Blackstone also announced on Sept. 15 that private equity funds affiliated with Blackstone Energy Transition Partners will acquire the Pennsylvania-based Hill Top Energy Center natural gas plant for almost $1 billion. The company also announced in July that funds managed by Blackstone Infrastructure and Blackstone Real Estate would invest over $25 billion to help build out Pennsylvania’s energy infrastructure to support the AI “revolution.”

“Renewable” energy goals and ESG investment tend to align with emissions-reduction targets, with some power companiesutilities and states that set goals to cut emissions striving to retire conventional energy sources like coal plants. Isaac added that companies like American Electric Power, in which BlackRock owns a significant stake, have been decommissioning coal plants and replacing them with intermittent sources like solar.

“What happens is when the wind stops blowing and the sun stops shining, then you have to ramp those generational assets back up, and that’s when price spikes happen,” Isaac said.

University of North Carolina at Chapel Hill professor of finance Greg Brown told the AP that the reason behind these buyouts are “very simple. Because there’s a lot of money to be made.”

Other experts devoted to consumer protection like Executive Director of Consumers’ Research Will Hild told the DCNF that investment companies like BlackRock stand to gain more than just a profit from these purchases.

“There is no world in which BlackRock’s ownership of American energy benefits ordinary American consumers,” Hild told the DCNF. “This is the same firm that proudly brought us the radical ESG rules and Net-Zero nonsense that forced all our energy bills to skyrocket. We wouldn’t have the scourge of woke capitalism without Larry Fink, who already controls nearly $13 trillion in assets and has been sued for violating anti-trust laws.”

ESG investors weigh a company by its social and environmental choices as well as its finances in a move that critics say bogs down businesses with new costs while doing little to combat climate change. One August 2023 InfluenceMap report showed that as Republicans at the state level and in Congress ramped up their opposition to ESG-focused practices, BlackRock and other major U.S. asset managers decreased their support for climate-related resolutions.

BlackRock CEO Larry Fink also said in June 2023 that he no will no longer use the term ESG because it has been “politicized,” less than a year after he noted that climbing energy prices are “accelerating” the green energy transition.

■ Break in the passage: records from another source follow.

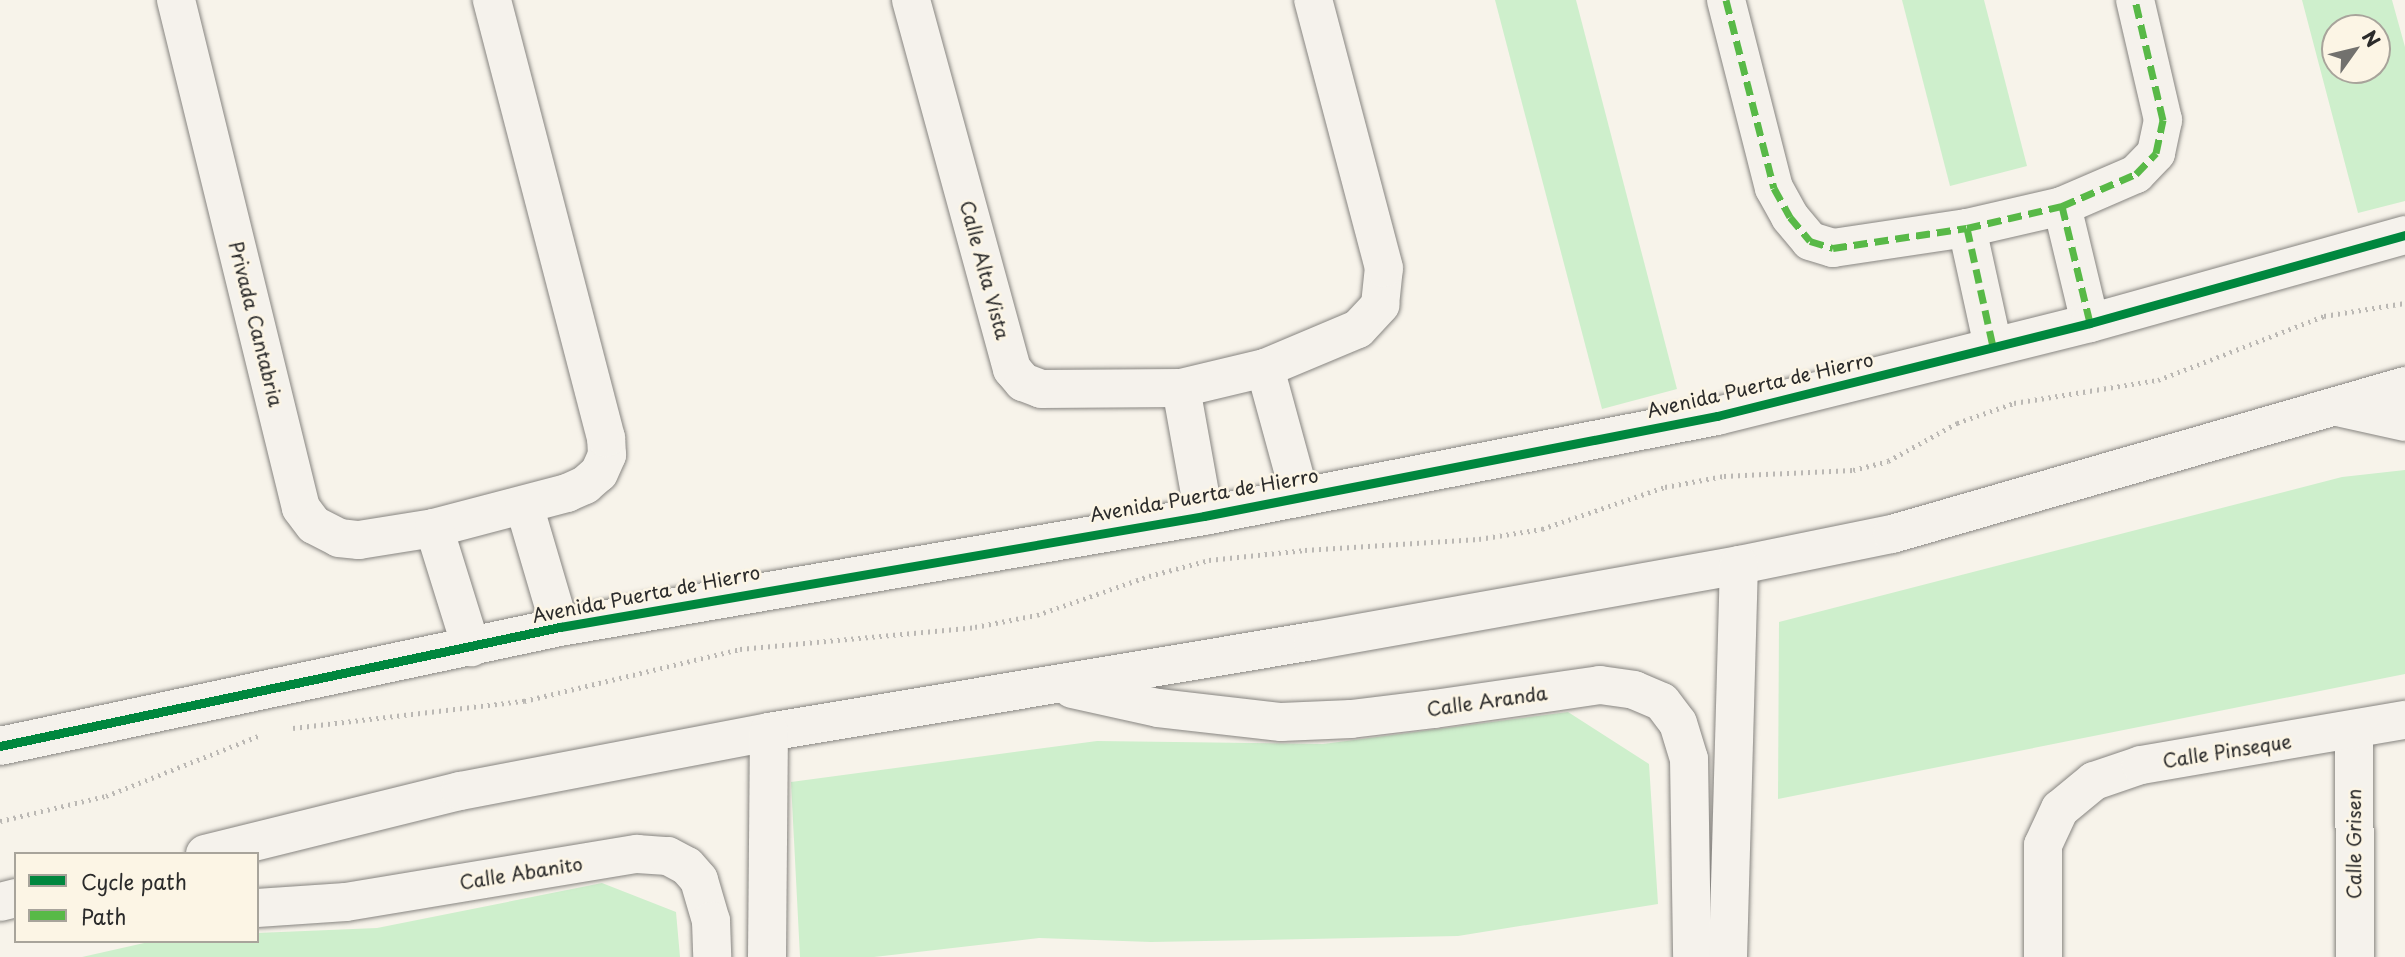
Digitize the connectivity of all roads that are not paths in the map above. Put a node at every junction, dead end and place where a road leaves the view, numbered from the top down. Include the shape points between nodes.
1 (176, 0) edge
2 (492, 0) edge
3 (911, 0) edge
4 (1314, 0) edge
5 (1726, 0) edge
6 (2135, 0) edge
7 (2062, 206) junction
8 (1967, 228) junction
9 (2405, 235) edge
10 (2090, 323) junction
11 (1993, 346) junction
12 (1265, 368) junction
13 (2405, 387) edge
14 (1181, 388) junction
15 (2336, 406) junction
16 (2405, 422) edge
17 (1300, 496) junction
18 (524, 505) junction
19 (1204, 516) junction
20 (434, 528) junction
21 (1739, 565) junction
22 (560, 627) junction
23 (471, 647) junction
24 (1052, 684) junction
25 (2405, 720) edge
26 (2354, 731) junction
27 (769, 732) junction
28 (0, 746) edge
29 (213, 852) edge
30 (259, 908) edge
31 (1716, 956) edge
32 (712, 957) edge
33 (767, 957) edge
34 (1682, 957) edge
35 (2043, 957) edge
36 (2355, 957) edge

1 - 20 street, Privada Cantabria via 301,508 314,525 339,538 359,540
2 - 18 street, Privada Cantabria via 606,438 607,455 599,473 585,485
3 - 14 street, Calle Alta Vista via 1012,369 1023,382 1041,389
4 - 12 street, Calle Alta Vista via 1384,268 1380,305 1358,329
5 - 8 street via 1774,188 1810,241 1833,248
6 - 7 street via 2163,120 2156,153 2136,174
7 - 8 street
7 - 10 street
8 - 11 street
9 - 10 street, Avenida Puerta de Hierro
10 - 11 street, Avenida Puerta de Hierro
11 - 17 street, Avenida Puerta de Hierro via 1717,416
12 - 14 street, Calle Alta Vista
12 - 17 street
13 - 15 street
14 - 19 street
15 - 16 street
15 - 21 street via 1892,534
17 - 19 street, Avenida Puerta de Hierro
18 - 20 street, Privada Cantabria
18 - 22 street
19 - 22 street, Avenida Puerta de Hierro
20 - 23 street
21 - 24 street
21 - 31 street
22 - 23 street, Avenida Puerta de Hierro
23 - 28 street, Avenida Puerta de Hierro
24 - 27 street
24 - 31 street, Calle Aranda via 1158,708 1282,722 1351,719 1600,685 1634,690 1662,702 1678,723 1689,758
25 - 26 street, Calle Pinseque
26 - 35 street, Calle Pinseque via 2141,765 2094,781 2060,809 2043,845
26 - 36 street, Calle Grisen
27 - 29 street via 460,791
27 - 33 street
30 - 32 street, Calle Abanito via 346,902 637,854 667,856 687,866 699,880 711,921
31 - 34 street

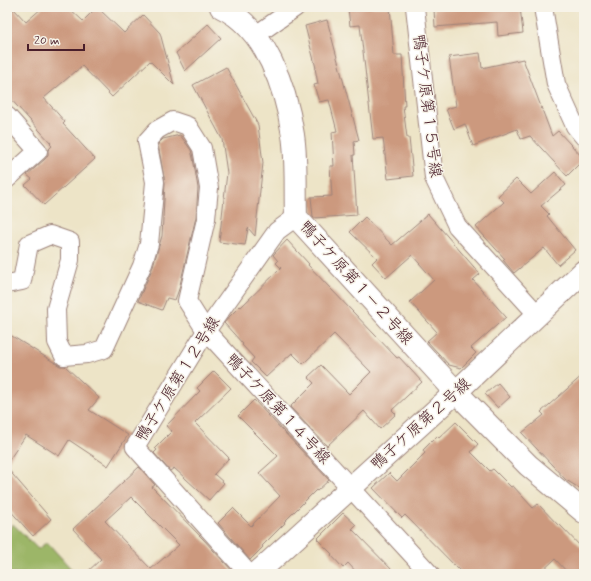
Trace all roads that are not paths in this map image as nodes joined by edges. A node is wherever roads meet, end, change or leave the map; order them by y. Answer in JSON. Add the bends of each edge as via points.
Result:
{"nodes":[{"id":1,"x":221,"y":7,"type":"edge"},
{"id":2,"x":296,"y":7,"type":"edge"},
{"id":3,"x":415,"y":7,"type":"edge"},
{"id":4,"x":543,"y":7,"type":"edge"},
{"id":5,"x":256,"y":35,"type":"junction"},
{"id":6,"x":7,"y":116,"type":"edge"},
{"id":7,"x":584,"y":137,"type":"edge"},
{"id":8,"x":7,"y":179,"type":"edge"},
{"id":9,"x":296,"y":217,"type":"junction"},
{"id":10,"x":584,"y":272,"type":"edge"},
{"id":11,"x":7,"y":284,"type":"edge"},
{"id":12,"x":537,"y":314,"type":"junction"},
{"id":13,"x":206,"y":330,"type":"junction"},
{"id":14,"x":456,"y":392,"type":"junction"},
{"id":15,"x":351,"y":487,"type":"junction"},
{"id":16,"x":584,"y":512,"type":"edge"},
{"id":17,"x":249,"y":574,"type":"edge"},
{"id":18,"x":256,"y":574,"type":"edge"},
{"id":19,"x":430,"y":574,"type":"edge"}],
"edges":[{"from":1,"to":5,"type":"street","name":"鴨子ケ原第１－２号線","via":[[233,13]]},
{"from":2,"to":5,"type":"street"},
{"from":3,"to":12,"type":"street","name":"鴨子ケ原第１５号線","via":[[434,178],[457,226]]},
{"from":4,"to":7,"type":"street","via":[[556,84],[574,126]]},
{"from":5,"to":9,"type":"street","name":"鴨子ケ原第１－２号線","via":[[269,57],[283,92],[293,135]]},
{"from":6,"to":8,"type":"street","via":[[38,151]]},
{"from":9,"to":13,"type":"street","name":"鴨子ケ原第１２号線","via":[[277,231]]},
{"from":9,"to":14,"type":"street","name":"鴨子ケ原第１－２号線"},
{"from":10,"to":12,"type":"street","name":"鴨子ケ原第２号線"},
{"from":11,"to":13,"type":"street","name":"鴨子ケ原第１４号線","via":[[22,281],[29,244],[50,235],[70,242],[70,260],[56,310],[58,342],[64,356],[104,349],[142,266],[149,244],[155,182],[147,141],[157,130],[174,121],[188,126],[202,148],[209,188],[206,219],[188,301]]},
{"from":12,"to":14,"type":"street","name":"鴨子ケ原第２号線"},
{"from":13,"to":15,"type":"street","name":"鴨子ケ原第１４号線"},
{"from":13,"to":17,"type":"street","name":"鴨子ケ原第１２号線","via":[[136,447]]},
{"from":14,"to":15,"type":"street","name":"鴨子ケ原第２号線"},
{"from":14,"to":16,"type":"street","name":"鴨子ケ原第１－２号線","via":[[528,465]]},
{"from":15,"to":18,"type":"street","name":"鴨子ケ原第２号線"},
{"from":15,"to":19,"type":"street","name":"鴨子ケ原第１４号線"}]}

“BlackRock has backpedaled on its ESG messaging and its aggressive, unapologetic imposition of ESG on everything they touch. But the leopard hasn’t changed its spots,” President of the Heartland Institute James Taylor told the DCNF. “It still has the same management group with the same values, and it’s still doing whatever it can to impose ESG on everything it touches, in actuality, if not in name.”

Taylor argued that whether BlackRock buys or acquires a large stake of a utility, it “can now assert itself over legislatures in dictating energy policy.”

Notably, the Federal Trade Commission (FTC) and the Department of Justice (DOJ) threw their weight behind an antitrust lawsuit against major asset managers that alleges the firms colluded to tank coal production with their embrace of zero-emissions goals in May.

The lawsuit, backed by 11 state attorneys general, alleges that BlackRock and multiple other asset managers used their market power to suppress coal production, thereby hurting consumers by causing the price of coal to climb.

The DOJ and FTC’s “support for this baseless case undermines the Trump Administration’s goal of American energy independence,” a BlackRock spokesperson previously told the DCNF. “As we made clear in our earlier motion to dismiss, this case is trying to re-write antitrust law and is based on an absurd theory that coal companies conspired with their shareholders to reduce coal production.”